Lines with "Diesel" in them are to be located in the listing below and copied.

↓

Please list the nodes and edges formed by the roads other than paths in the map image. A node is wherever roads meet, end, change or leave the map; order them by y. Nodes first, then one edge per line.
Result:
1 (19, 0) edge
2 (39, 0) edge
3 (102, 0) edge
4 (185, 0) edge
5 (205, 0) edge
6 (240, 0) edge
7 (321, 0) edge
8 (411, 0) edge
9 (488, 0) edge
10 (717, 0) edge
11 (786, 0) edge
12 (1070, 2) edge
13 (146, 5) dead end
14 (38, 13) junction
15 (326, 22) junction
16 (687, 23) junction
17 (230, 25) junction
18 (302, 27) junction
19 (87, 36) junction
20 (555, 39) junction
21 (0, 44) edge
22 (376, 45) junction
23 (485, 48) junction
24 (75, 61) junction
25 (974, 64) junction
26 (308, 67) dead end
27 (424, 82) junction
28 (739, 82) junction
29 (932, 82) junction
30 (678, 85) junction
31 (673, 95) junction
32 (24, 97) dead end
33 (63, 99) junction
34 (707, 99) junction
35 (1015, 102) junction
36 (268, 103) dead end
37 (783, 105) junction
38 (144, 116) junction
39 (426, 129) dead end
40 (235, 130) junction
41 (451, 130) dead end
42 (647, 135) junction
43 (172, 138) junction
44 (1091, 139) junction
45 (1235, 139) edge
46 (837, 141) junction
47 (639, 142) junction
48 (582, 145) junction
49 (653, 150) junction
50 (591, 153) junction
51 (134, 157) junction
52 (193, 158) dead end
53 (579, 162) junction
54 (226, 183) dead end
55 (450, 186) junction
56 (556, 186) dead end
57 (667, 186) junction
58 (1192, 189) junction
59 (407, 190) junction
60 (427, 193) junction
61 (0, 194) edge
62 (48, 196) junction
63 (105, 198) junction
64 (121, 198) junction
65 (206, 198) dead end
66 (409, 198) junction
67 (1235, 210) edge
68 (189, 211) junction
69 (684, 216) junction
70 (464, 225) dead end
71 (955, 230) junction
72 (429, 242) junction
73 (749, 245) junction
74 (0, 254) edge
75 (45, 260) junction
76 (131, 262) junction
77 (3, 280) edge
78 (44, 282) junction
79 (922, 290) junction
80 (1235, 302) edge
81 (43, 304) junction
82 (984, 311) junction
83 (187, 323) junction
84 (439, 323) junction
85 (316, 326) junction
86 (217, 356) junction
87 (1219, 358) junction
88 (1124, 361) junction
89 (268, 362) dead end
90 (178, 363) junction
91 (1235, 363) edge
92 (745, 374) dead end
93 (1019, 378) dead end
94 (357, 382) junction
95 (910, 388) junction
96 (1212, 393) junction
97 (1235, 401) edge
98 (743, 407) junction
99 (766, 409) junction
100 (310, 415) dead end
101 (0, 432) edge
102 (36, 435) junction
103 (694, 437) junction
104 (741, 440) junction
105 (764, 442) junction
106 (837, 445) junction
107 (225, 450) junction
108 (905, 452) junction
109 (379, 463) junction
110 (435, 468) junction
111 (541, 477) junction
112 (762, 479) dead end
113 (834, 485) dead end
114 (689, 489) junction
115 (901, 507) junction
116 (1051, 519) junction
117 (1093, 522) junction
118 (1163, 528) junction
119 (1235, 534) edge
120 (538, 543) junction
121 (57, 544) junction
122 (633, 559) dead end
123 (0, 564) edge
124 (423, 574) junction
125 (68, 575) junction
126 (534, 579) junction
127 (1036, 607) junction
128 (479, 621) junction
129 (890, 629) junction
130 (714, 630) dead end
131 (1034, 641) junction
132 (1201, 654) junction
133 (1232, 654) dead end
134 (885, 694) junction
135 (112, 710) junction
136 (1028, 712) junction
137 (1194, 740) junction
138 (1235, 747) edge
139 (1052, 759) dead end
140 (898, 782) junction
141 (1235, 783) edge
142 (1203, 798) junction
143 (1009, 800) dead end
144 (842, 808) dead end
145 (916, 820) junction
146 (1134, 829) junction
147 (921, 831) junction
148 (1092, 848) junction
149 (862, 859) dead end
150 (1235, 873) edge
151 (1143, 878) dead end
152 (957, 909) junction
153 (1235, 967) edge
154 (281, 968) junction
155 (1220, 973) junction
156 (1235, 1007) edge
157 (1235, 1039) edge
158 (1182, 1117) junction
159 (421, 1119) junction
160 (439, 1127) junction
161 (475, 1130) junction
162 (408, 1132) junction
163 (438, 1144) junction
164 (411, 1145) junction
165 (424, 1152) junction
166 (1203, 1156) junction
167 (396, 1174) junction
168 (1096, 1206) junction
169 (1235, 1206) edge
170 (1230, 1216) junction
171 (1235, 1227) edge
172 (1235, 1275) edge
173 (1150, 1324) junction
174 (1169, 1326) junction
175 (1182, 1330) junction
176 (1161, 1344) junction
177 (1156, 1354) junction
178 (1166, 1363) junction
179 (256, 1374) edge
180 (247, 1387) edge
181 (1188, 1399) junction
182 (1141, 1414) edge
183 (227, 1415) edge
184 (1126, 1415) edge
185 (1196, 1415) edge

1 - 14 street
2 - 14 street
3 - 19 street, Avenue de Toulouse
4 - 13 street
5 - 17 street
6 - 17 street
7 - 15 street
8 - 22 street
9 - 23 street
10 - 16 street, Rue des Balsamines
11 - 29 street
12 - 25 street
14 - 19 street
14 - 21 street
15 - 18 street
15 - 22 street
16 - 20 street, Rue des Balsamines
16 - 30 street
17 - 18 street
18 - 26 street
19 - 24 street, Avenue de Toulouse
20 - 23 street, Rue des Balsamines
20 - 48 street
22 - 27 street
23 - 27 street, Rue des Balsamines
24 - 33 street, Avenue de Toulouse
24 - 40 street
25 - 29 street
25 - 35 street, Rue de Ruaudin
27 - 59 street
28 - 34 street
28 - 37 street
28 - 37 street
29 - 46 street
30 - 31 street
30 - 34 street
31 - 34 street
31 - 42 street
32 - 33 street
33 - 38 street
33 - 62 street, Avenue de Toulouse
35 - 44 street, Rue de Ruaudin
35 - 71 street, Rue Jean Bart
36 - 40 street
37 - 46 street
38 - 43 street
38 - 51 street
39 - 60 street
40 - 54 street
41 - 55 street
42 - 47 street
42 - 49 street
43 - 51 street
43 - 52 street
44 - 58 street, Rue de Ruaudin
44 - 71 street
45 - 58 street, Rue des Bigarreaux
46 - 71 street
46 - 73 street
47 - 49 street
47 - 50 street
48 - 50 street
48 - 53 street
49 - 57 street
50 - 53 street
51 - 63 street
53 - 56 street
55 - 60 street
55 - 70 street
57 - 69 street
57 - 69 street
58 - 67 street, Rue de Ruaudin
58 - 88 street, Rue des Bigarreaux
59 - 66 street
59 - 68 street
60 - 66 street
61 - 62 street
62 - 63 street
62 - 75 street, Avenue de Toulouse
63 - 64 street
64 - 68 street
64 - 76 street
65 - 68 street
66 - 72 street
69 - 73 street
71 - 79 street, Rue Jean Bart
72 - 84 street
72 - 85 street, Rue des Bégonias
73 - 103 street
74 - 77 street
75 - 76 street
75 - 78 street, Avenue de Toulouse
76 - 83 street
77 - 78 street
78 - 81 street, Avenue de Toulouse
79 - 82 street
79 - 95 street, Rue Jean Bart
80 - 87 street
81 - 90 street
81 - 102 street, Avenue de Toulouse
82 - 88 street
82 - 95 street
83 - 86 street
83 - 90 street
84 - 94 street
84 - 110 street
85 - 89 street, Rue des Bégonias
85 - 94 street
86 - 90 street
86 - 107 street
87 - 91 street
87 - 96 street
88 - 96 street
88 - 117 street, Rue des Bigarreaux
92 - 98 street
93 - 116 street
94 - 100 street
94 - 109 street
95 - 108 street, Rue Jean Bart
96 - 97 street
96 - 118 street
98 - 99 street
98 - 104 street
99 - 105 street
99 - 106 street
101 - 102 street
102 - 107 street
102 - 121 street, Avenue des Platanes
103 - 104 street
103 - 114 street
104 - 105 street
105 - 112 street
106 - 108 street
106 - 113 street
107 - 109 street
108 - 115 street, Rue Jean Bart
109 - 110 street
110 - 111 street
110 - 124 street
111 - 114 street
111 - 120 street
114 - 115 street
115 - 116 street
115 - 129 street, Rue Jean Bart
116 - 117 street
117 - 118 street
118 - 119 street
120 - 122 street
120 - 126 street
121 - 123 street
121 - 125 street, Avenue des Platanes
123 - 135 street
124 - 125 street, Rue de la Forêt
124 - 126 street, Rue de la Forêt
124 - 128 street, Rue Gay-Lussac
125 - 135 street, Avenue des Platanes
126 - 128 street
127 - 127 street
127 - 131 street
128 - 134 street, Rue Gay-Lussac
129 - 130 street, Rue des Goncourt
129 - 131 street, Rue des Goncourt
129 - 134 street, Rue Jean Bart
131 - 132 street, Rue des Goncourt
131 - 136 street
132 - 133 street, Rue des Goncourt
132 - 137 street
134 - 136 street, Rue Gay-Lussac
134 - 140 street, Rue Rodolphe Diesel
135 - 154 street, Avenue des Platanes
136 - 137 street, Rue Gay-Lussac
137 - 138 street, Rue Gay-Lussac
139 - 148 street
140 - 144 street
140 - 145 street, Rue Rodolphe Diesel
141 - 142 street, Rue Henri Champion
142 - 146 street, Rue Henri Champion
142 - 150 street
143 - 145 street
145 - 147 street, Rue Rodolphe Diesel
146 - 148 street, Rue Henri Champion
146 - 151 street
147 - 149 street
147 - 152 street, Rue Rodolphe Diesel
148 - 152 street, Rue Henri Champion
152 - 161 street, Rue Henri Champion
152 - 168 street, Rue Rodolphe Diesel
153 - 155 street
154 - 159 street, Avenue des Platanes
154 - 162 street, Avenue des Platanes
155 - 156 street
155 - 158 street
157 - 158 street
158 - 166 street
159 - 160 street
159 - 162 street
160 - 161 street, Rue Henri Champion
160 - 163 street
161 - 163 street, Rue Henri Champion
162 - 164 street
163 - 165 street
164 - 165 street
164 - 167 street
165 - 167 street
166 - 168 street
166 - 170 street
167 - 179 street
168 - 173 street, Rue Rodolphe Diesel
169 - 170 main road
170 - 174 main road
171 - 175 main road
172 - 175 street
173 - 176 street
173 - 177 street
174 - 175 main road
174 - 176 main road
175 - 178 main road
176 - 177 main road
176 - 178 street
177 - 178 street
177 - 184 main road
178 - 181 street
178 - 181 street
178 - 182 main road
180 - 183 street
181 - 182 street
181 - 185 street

↑

## Expected answer
134 - 140 street, Rue Rodolphe Diesel
140 - 145 street, Rue Rodolphe Diesel
145 - 147 street, Rue Rodolphe Diesel
147 - 152 street, Rue Rodolphe Diesel
152 - 168 street, Rue Rodolphe Diesel
168 - 173 street, Rue Rodolphe Diesel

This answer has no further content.